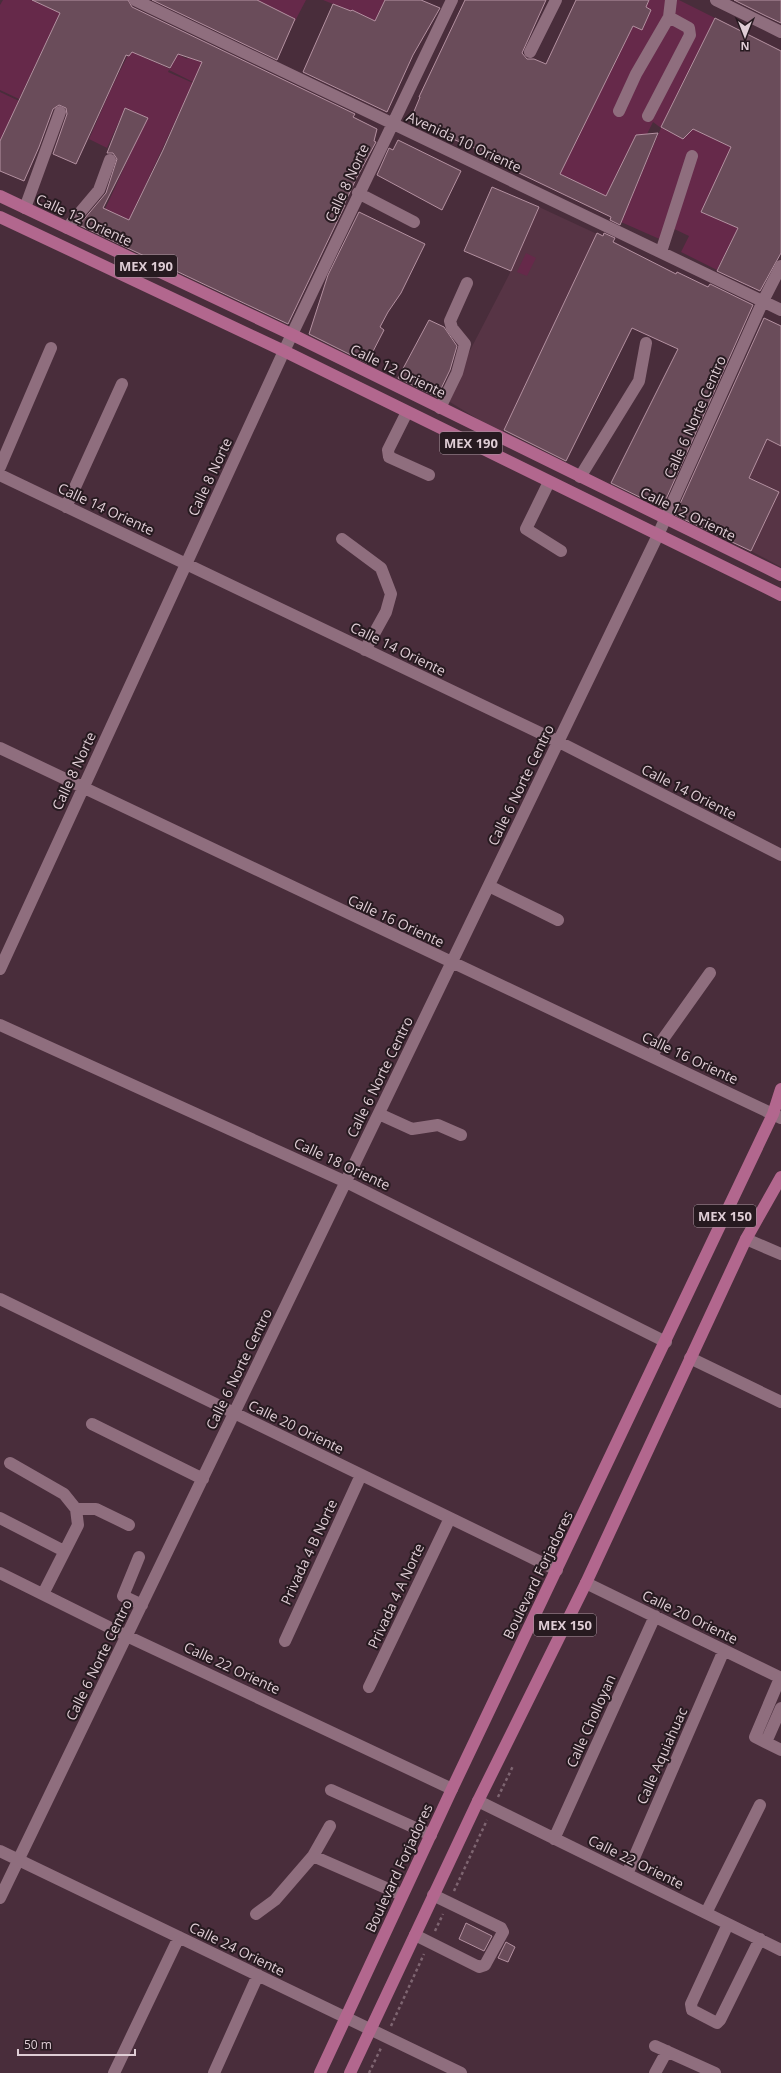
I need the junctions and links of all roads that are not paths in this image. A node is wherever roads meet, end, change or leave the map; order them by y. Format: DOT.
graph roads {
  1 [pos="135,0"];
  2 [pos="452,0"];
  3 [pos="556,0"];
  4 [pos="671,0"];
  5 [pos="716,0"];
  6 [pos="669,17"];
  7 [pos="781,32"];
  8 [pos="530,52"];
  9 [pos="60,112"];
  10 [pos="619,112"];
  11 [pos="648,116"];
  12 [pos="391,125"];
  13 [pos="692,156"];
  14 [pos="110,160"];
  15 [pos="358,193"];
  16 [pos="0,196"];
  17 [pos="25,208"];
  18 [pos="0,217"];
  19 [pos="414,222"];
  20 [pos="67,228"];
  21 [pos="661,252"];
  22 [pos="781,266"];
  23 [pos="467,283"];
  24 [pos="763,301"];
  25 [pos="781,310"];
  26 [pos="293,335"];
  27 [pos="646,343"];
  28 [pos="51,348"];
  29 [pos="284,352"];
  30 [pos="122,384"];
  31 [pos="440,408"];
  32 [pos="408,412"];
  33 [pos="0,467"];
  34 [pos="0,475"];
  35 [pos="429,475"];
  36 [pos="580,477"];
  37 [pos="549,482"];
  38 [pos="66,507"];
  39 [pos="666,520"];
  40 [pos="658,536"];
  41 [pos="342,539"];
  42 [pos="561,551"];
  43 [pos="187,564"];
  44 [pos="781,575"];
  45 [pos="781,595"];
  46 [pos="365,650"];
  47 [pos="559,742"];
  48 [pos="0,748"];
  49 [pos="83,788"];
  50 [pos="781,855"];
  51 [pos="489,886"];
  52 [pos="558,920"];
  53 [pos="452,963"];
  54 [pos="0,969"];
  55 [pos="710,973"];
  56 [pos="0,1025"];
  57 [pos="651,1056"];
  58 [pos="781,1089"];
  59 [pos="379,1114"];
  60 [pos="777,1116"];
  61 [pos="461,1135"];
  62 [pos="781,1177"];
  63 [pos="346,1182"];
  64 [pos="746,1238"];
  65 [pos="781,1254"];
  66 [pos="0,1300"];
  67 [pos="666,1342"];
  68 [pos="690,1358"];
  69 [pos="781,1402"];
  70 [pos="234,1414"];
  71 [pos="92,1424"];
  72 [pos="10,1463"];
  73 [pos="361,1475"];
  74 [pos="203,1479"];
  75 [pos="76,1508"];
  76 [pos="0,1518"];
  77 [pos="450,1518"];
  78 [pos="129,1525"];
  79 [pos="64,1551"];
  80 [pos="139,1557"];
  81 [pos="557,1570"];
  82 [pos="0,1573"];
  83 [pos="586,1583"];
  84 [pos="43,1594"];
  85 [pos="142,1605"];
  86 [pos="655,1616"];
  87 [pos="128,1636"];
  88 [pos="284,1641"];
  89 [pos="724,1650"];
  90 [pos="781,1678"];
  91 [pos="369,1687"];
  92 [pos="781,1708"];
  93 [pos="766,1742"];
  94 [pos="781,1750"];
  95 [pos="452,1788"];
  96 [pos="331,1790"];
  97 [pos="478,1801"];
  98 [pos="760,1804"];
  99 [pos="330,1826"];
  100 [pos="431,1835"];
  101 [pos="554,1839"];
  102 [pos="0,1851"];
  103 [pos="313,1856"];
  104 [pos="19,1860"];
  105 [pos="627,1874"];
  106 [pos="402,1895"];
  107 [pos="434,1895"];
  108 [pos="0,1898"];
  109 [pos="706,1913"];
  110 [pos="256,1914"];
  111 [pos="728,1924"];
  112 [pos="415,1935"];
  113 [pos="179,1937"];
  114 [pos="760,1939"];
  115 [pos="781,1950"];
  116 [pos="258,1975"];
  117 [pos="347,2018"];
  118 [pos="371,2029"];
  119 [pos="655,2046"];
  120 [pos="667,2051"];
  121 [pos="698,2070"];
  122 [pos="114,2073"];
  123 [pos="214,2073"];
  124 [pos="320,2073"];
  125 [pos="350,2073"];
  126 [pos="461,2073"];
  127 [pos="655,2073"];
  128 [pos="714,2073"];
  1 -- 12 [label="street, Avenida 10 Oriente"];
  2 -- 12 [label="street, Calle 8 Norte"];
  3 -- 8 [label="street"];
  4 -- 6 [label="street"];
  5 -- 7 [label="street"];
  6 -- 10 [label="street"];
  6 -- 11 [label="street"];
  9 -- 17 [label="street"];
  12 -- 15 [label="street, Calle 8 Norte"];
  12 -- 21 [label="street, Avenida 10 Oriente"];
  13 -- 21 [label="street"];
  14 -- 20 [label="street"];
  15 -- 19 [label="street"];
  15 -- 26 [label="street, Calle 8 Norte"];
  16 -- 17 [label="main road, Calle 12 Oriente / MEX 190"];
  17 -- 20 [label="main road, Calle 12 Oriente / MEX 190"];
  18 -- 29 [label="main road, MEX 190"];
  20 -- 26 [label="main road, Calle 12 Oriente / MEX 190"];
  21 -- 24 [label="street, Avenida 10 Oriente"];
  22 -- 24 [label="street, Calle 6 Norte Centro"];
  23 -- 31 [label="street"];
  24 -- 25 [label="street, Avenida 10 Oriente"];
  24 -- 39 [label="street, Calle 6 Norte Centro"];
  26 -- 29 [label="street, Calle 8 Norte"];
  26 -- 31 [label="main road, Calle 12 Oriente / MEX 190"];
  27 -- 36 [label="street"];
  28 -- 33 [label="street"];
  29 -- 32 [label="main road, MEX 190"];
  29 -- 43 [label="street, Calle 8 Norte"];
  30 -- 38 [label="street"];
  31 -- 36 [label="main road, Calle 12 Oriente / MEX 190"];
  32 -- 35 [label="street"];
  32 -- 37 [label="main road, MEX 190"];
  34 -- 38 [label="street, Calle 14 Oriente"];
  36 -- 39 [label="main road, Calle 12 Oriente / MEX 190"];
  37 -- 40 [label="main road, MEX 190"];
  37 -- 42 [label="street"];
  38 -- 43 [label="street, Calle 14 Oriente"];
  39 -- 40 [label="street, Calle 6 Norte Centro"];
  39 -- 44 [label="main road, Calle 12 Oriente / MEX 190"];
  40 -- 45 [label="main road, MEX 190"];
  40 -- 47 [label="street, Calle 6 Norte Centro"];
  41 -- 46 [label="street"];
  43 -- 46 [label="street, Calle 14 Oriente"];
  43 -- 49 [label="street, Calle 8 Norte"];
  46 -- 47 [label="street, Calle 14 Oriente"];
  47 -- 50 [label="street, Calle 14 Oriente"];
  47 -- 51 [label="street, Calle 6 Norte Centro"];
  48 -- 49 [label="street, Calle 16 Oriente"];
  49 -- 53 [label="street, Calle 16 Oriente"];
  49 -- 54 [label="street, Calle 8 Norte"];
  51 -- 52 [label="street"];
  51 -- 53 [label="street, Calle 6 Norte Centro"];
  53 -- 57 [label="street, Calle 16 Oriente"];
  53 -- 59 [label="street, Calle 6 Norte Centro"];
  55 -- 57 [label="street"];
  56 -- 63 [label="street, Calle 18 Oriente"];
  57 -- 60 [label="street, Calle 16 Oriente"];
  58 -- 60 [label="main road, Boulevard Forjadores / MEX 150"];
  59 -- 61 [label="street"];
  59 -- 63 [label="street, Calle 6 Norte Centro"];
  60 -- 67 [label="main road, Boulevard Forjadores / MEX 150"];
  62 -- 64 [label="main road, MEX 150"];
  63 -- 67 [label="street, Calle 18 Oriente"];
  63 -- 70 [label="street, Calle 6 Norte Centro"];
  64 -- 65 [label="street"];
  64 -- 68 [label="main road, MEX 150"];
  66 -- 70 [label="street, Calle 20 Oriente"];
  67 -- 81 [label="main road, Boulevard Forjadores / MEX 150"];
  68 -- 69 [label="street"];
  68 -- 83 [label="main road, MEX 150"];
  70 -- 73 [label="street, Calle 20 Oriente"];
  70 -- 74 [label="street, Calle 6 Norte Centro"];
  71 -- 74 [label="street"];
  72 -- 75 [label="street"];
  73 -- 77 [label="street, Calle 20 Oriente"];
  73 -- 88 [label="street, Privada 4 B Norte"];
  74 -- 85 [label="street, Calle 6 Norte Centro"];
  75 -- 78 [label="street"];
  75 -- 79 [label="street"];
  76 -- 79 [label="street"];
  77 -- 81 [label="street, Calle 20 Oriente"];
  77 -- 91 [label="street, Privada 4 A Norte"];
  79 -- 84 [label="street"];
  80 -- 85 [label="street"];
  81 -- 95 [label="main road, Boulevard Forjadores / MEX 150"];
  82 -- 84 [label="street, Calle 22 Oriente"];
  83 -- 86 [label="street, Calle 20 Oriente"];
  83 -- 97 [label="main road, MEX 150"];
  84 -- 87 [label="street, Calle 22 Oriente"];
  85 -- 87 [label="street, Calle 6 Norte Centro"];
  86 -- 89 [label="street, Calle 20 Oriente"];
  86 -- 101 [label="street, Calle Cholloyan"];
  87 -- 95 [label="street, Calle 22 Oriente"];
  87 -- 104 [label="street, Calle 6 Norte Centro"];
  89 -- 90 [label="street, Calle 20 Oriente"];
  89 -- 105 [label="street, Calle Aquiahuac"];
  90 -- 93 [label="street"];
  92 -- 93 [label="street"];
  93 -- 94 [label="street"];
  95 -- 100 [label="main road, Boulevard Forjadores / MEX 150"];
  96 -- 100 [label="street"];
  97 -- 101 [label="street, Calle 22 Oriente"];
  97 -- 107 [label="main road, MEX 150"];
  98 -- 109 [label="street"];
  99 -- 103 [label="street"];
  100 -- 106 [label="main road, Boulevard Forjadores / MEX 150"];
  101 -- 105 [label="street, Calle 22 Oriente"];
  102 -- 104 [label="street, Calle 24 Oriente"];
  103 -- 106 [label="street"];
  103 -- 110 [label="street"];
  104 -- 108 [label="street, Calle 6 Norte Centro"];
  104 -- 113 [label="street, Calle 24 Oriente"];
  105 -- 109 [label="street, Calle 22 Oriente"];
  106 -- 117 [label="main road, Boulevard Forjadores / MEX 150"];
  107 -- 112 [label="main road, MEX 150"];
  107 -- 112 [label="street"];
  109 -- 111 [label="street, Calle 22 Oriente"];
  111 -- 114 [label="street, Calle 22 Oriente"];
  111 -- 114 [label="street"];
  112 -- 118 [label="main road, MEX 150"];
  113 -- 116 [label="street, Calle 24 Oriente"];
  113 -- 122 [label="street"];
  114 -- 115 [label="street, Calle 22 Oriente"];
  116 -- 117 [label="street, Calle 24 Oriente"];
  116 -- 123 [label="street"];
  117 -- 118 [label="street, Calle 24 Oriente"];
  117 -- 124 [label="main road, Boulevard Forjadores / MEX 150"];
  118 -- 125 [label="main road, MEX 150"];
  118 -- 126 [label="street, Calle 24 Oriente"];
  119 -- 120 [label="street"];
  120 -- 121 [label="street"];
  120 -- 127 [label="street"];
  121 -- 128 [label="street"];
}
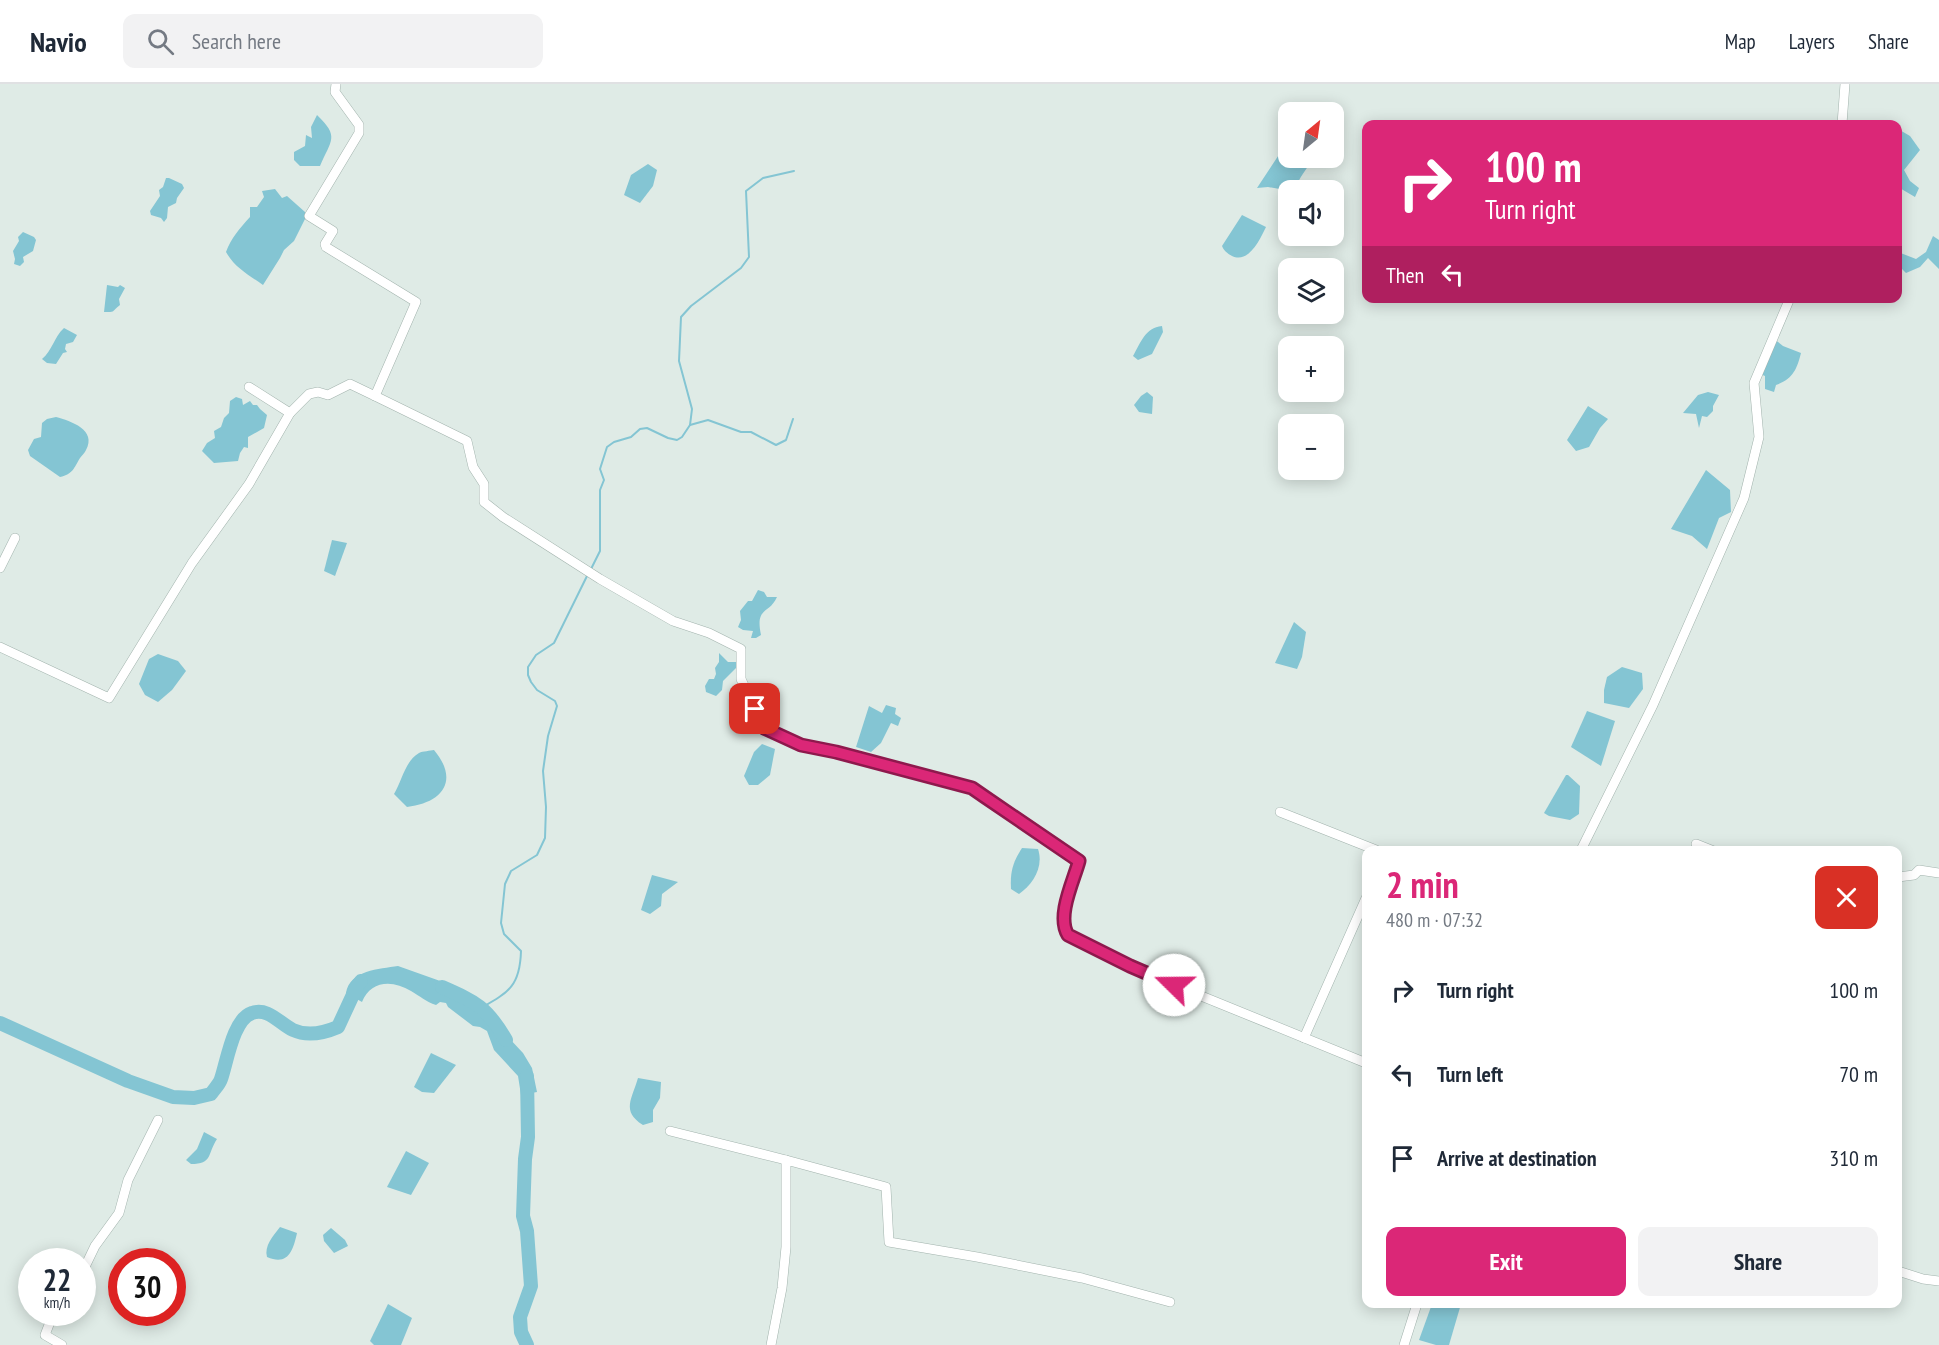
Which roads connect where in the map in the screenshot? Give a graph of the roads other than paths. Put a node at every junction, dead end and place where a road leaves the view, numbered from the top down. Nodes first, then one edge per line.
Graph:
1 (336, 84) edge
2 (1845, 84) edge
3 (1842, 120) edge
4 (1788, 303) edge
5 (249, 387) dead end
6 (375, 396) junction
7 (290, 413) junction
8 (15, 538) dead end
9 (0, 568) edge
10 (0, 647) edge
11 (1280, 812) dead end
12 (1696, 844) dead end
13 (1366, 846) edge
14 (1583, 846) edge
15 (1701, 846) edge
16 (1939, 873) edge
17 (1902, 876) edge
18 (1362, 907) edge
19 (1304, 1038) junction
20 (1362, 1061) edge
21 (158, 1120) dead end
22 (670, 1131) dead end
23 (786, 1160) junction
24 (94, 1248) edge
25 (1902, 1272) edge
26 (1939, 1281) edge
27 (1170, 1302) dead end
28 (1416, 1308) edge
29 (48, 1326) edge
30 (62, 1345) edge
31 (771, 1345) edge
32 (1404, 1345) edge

*YOUR GOAL*.
What lines of the material above include "Avenida"? Copy each one.

*RESPONSE AREA*.
  1 -- 12 [label="street, Avenida 10 Oriente"];
  12 -- 21 [label="street, Avenida 10 Oriente"];
  21 -- 24 [label="street, Avenida 10 Oriente"];
  24 -- 25 [label="street, Avenida 10 Oriente"];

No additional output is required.